**The problem**
Nothing but a number should be written: the count of lines below that contain "Rancho".

···

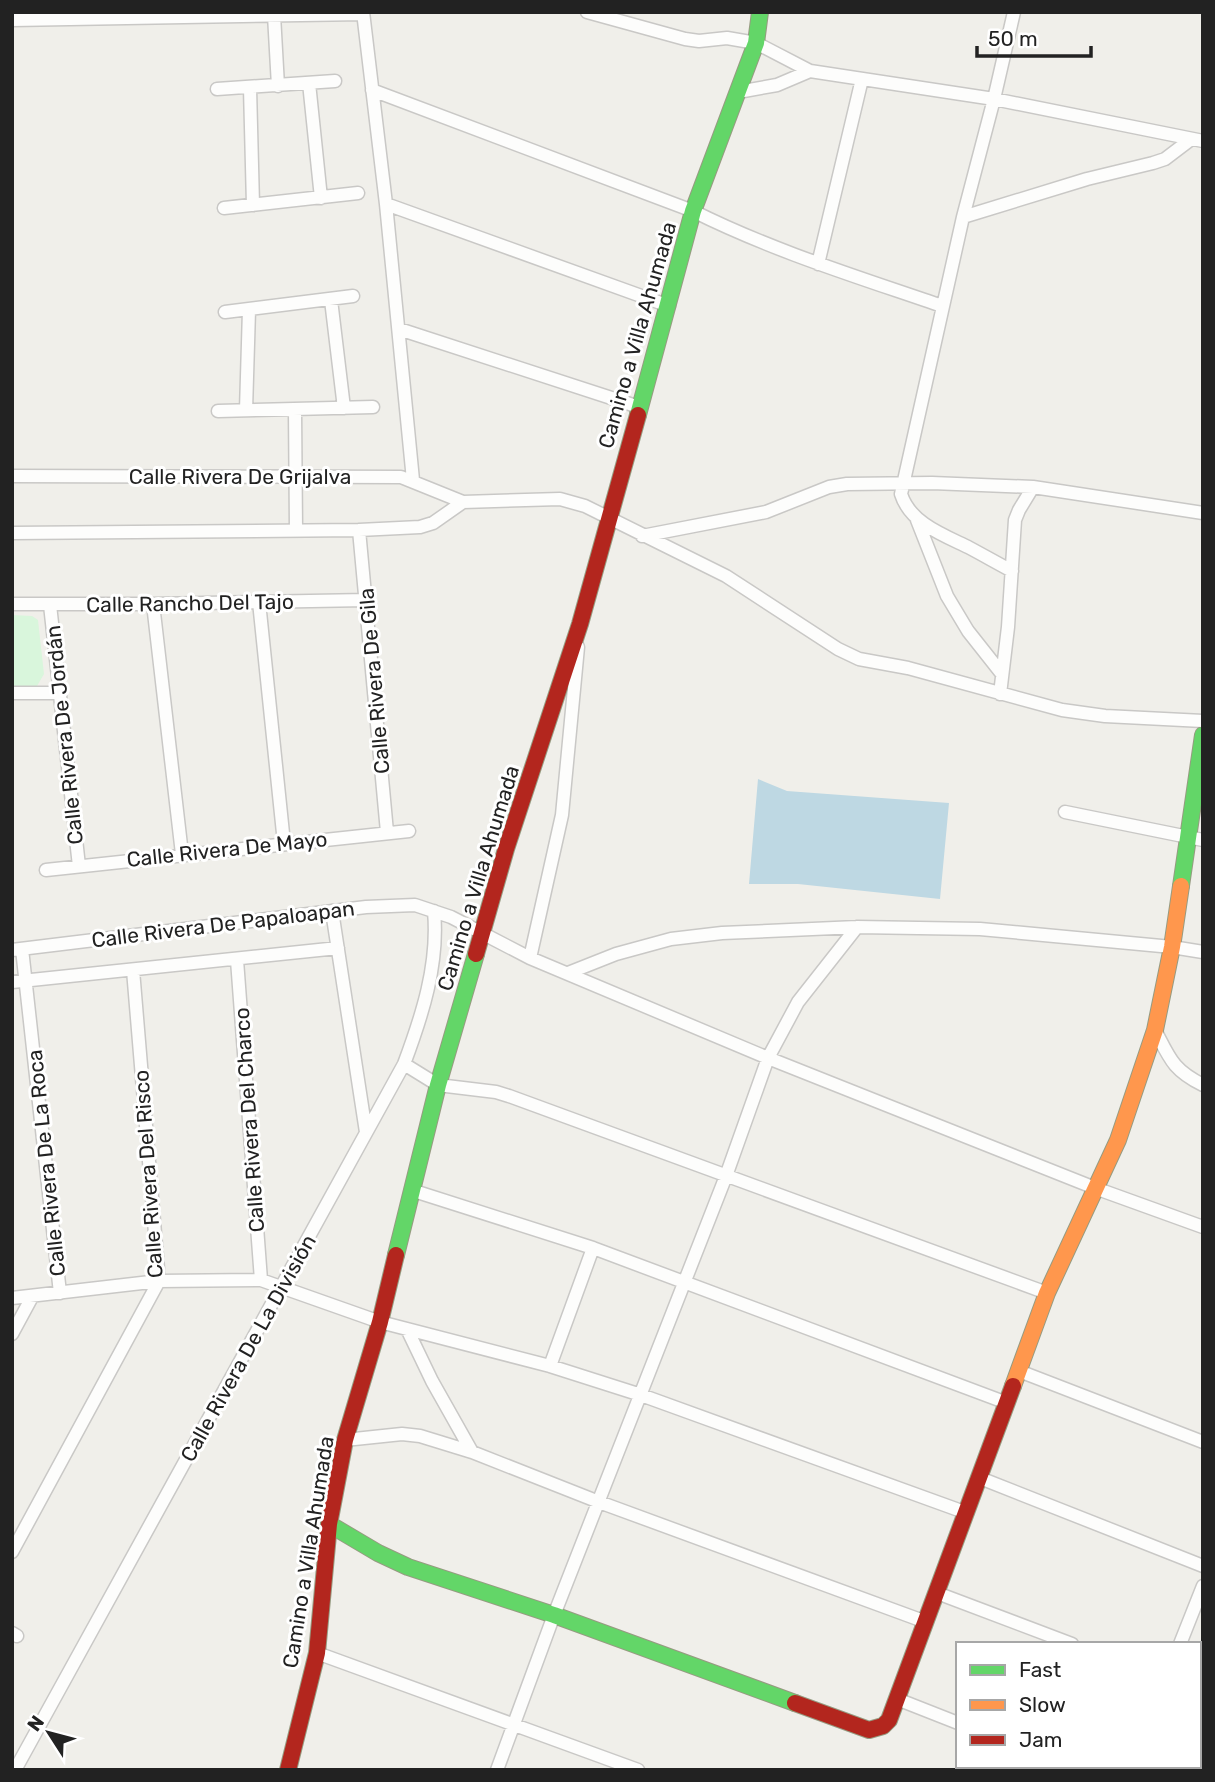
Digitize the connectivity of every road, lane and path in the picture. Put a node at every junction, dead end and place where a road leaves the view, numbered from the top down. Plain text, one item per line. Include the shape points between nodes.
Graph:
1 (587, 12) edge
2 (760, 12) edge
3 (1014, 12) edge
4 (294, 13) edge
5 (363, 13) edge
6 (68, 15) edge
7 (274, 15) junction
8 (12, 20) edge
9 (756, 43) junction
10 (810, 71) junction
11 (862, 79) junction
12 (335, 80) dead end
13 (309, 83) junction
14 (278, 86) junction
15 (250, 88) junction
16 (217, 89) dead end
17 (372, 90) junction
18 (738, 92) junction
19 (994, 99) junction
20 (1196, 141) edge
21 (358, 193) dead end
22 (321, 198) junction
23 (386, 204) junction
24 (253, 205) junction
25 (224, 208) dead end
26 (693, 211) junction
27 (963, 217) junction
28 (818, 264) junction
29 (353, 296) dead end
30 (331, 300) junction
31 (669, 306) junction
32 (942, 306) junction
33 (248, 310) junction
34 (225, 312) dead end
35 (399, 329) junction
36 (373, 407) dead end
37 (639, 407) junction
38 (344, 408) junction
39 (246, 410) junction
40 (295, 410) junction
41 (218, 411) dead end
42 (12, 476) edge
43 (296, 476) junction
44 (413, 480) junction
45 (901, 484) junction
46 (1033, 487) junction
47 (463, 502) junction
48 (1203, 513) edge
49 (916, 517) junction
50 (608, 518) junction
51 (12, 522) edge
52 (296, 530) junction
53 (359, 530) junction
54 (12, 533) edge
55 (642, 536) junction
56 (1012, 571) junction
57 (367, 600) junction
58 (259, 602) junction
59 (12, 604) edge
60 (50, 604) junction
61 (153, 604) junction
62 (580, 624) junction
63 (1002, 674) junction
64 (12, 693) edge
65 (60, 693) junction
66 (1000, 694) junction
67 (1203, 721) edge
68 (1203, 735) edge
69 (1065, 812) dead end
70 (408, 831) dead end
71 (387, 832) junction
72 (1195, 838) edge
73 (284, 843) junction
74 (182, 854) junction
75 (79, 866) junction
76 (46, 870) dead end
77 (332, 911) junction
78 (433, 911) junction
79 (857, 927) junction
80 (480, 932) junction
81 (1172, 947) junction
82 (338, 948) junction
83 (17, 949) edge
84 (1203, 952) edge
85 (530, 958) junction
86 (237, 960) junction
87 (133, 970) junction
88 (568, 973) junction
89 (26, 980) junction
90 (12, 982) edge
91 (1155, 1030) junction
92 (768, 1058) junction
93 (404, 1064) junction
94 (438, 1085) junction
95 (1203, 1085) edge
96 (366, 1132) junction
97 (726, 1176) junction
98 (1095, 1188) junction
99 (411, 1189) junction
100 (1203, 1227) edge
101 (593, 1248) junction
102 (261, 1280) junction
103 (159, 1281) junction
104 (684, 1281) junction
105 (281, 1287) junction
106 (60, 1293) junction
107 (1047, 1293) junction
108 (32, 1297) junction
109 (12, 1298) edge
110 (380, 1322) junction
111 (407, 1329) junction
112 (12, 1334) edge
113 (550, 1366) junction
114 (1019, 1371) junction
115 (641, 1395) junction
116 (1007, 1403) junction
117 (345, 1440) junction
118 (1203, 1442) edge
119 (472, 1452) junction
120 (980, 1478) junction
121 (599, 1502) junction
122 (967, 1513) junction
123 (329, 1524) junction
124 (12, 1552) edge
125 (1203, 1566) edge
126 (1203, 1586) edge
127 (937, 1594) junction
128 (554, 1615) junction
129 (926, 1622) junction
130 (1067, 1642) edge
131 (1181, 1642) edge
132 (317, 1653) junction
133 (897, 1699) junction
134 (956, 1722) edge
135 (514, 1725) junction
136 (18, 1753) edge
137 (294, 1769) edge
138 (15, 1770) edge
139 (497, 1770) edge
140 (638, 1770) edge

1 - 9 street via 685,39
2 - 9 street, Camino a Villa Ahumada
3 - 19 street
4 - 5 street
4 - 7 street
5 - 17 street
6 - 7 street
6 - 8 street
7 - 14 street
9 - 10 street
9 - 18 street, Camino a Villa Ahumada
10 - 11 street
10 - 18 street via 777,85
11 - 19 street
11 - 28 street
12 - 13 street
13 - 14 street
13 - 22 street
14 - 15 street
15 - 16 street
15 - 24 street
17 - 23 street
17 - 26 street
18 - 26 street, Camino a Villa Ahumada
19 - 20 street
19 - 27 street
20 - 27 street via 1153,163 1087,178
21 - 22 street
22 - 24 street
23 - 31 street
23 - 35 street
24 - 25 street
26 - 28 street
26 - 31 street, Camino a Villa Ahumada
27 - 32 street
28 - 32 street
29 - 30 street
30 - 33 street
30 - 38 street
31 - 37 street, Camino a Villa Ahumada
32 - 45 street
33 - 34 street
33 - 39 street
35 - 37 street
35 - 44 street
36 - 38 street
37 - 50 street, Camino a Villa Ahumada
38 - 40 street
39 - 40 street
39 - 41 street
40 - 43 street
42 - 43 street, Calle Rivera De Grijalva
43 - 44 street, Calle Rivera De Grijalva
43 - 52 street
44 - 47 street, Calle Rivera De Grijalva
45 - 46 street
45 - 49 street via 903,502
45 - 55 street via 829,487 766,512
46 - 48 street
46 - 56 street via 1015,520
47 - 50 street via 560,499
47 - 53 street via 420,527
49 - 56 street via 939,534
49 - 63 street via 947,596
50 - 55 street
50 - 62 street, Camino a Villa Ahumada
51 - 54 street
52 - 53 street
52 - 54 street
53 - 57 street, Calle Rivera De Gila
55 - 66 street via 726,576 849,655
56 - 63 street
57 - 58 street, Calle Rancho Del Tajo
57 - 71 street, Calle Rivera De Gila
58 - 61 street, Calle Rancho Del Tajo
58 - 73 street
59 - 60 street, Calle Rancho Del Tajo
60 - 61 street, Calle Rancho Del Tajo
60 - 65 street, Calle Rivera De Jordán
61 - 74 street
62 - 80 street, Camino a Villa Ahumada
62 - 85 street via 562,815
63 - 66 street
64 - 65 street
65 - 75 street, Calle Rivera De Jordán
66 - 67 street via 1094,715
68 - 72 street
69 - 72 street
70 - 71 street, Calle Rivera De Mayo
71 - 73 street, Calle Rivera De Mayo
72 - 81 street
73 - 74 street, Calle Rivera De Mayo
74 - 75 street, Calle Rivera De Mayo
75 - 76 street, Calle Rivera De Mayo
77 - 78 street, Calle Rivera De Papaloapan via 387,905 415,905
77 - 82 street
77 - 83 street, Calle Rivera De Papaloapan
78 - 80 street, Calle Rivera De Papaloapan
78 - 93 street, Calle Rivera De La División via 433,960
79 - 81 street via 980,929
79 - 88 street via 671,939
79 - 92 street via 798,1002
80 - 85 street, Calle Rivera De Papaloapan
80 - 94 street, Camino a Villa Ahumada
81 - 84 street
81 - 91 street
82 - 86 street
82 - 96 street
83 - 89 street, Calle Rivera De La Roca
85 - 88 street, Calle Rivera De Papaloapan
86 - 87 street
86 - 102 street, Calle Rivera Del Charco
87 - 89 street
87 - 103 street, Calle Rivera Del Risco
88 - 92 street, Calle Rivera De Papaloapan
89 - 90 street
89 - 106 street, Calle Rivera De La Roca
91 - 95 street via 1175,1067
91 - 98 street via 1118,1140
92 - 97 street
92 - 98 street, Calle Rivera De Papaloapan
93 - 94 street
93 - 96 street, Calle Rivera De La División
94 - 97 street via 509,1096
94 - 99 street, Camino a Villa Ahumada
96 - 105 street, Calle Rivera De La División
97 - 104 street
97 - 107 street
98 - 100 street, Calle Rivera De Papaloapan
98 - 107 street
99 - 101 street
99 - 110 street, Camino a Villa Ahumada
101 - 104 street
101 - 113 street
102 - 103 street
102 - 105 street
103 - 106 street
103 - 124 street, Calle Rivera Del Risco
104 - 115 street
104 - 116 street
105 - 110 street
105 - 136 street, Calle Rivera De La División
106 - 108 street
107 - 114 street
108 - 109 street
108 - 112 street
110 - 111 street
110 - 117 street, Camino a Villa Ahumada
111 - 113 street
111 - 119 street
113 - 115 street
114 - 116 street
114 - 118 street
115 - 121 street
115 - 122 street
116 - 120 street
117 - 119 street via 411,1435
117 - 123 street, Camino a Villa Ahumada
119 - 121 street
120 - 122 street
120 - 125 street
121 - 128 street
121 - 129 street
122 - 127 street
123 - 128 street via 408,1567
123 - 132 street, Camino a Villa Ahumada
126 - 131 street
127 - 129 street
127 - 130 street
128 - 133 street via 869,1730 889,1720
128 - 135 street
129 - 133 street
132 - 135 street
132 - 137 street, Camino a Villa Ahumada
133 - 134 street
135 - 139 street
135 - 140 street
136 - 138 street, Calle Rivera De La División

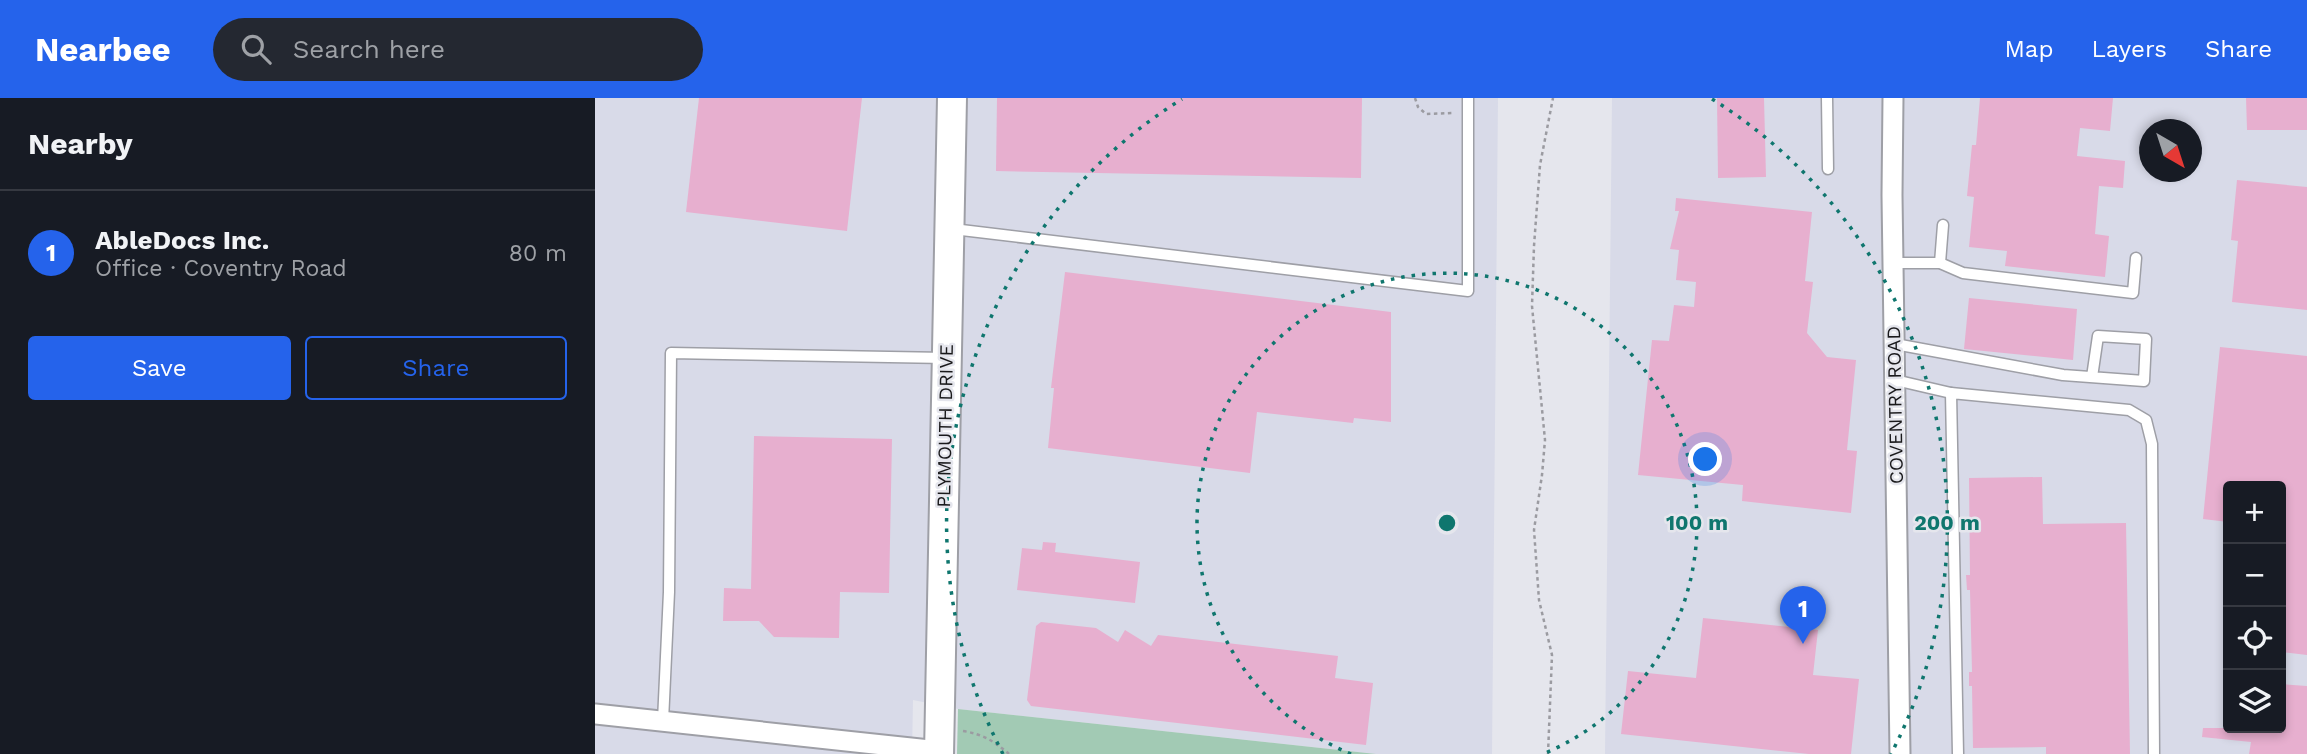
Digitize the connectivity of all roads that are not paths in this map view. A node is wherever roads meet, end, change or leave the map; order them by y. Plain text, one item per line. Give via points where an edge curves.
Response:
1 (952, 98) edge
2 (1468, 98) edge
3 (1827, 98) edge
4 (1892, 98) edge
5 (1828, 169) dead end
6 (1943, 225) dead end
7 (949, 229) junction
8 (2136, 258) dead end
9 (1892, 263) junction
10 (1940, 263) junction
11 (1895, 344) junction
12 (947, 358) junction
13 (2092, 377) junction
14 (1895, 380) junction
15 (1951, 393) junction
16 (595, 714) edge
17 (663, 721) junction
18 (939, 745) edge
19 (1900, 754) edge
20 (1958, 754) edge
21 (2154, 754) edge

1 - 7 street, PLYMOUTH DRIVE
2 - 7 lane via 1468,291
3 - 5 lane
4 - 9 street, COVENTRY ROAD
6 - 10 lane
7 - 12 street, PLYMOUTH DRIVE
8 - 10 lane via 2133,293 1963,273
9 - 10 lane
9 - 11 street, COVENTRY ROAD
11 - 13 lane
11 - 14 street, COVENTRY ROAD
12 - 17 lane via 671,354
12 - 18 street, PLYMOUTH DRIVE
13 - 13 lane via 2144,381 2145,339 2098,336
14 - 15 lane
14 - 19 street, COVENTRY ROAD
15 - 20 lane
15 - 21 lane via 2129,410 2146,420 2152,444
16 - 17 street
17 - 18 street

···

**Output below**
4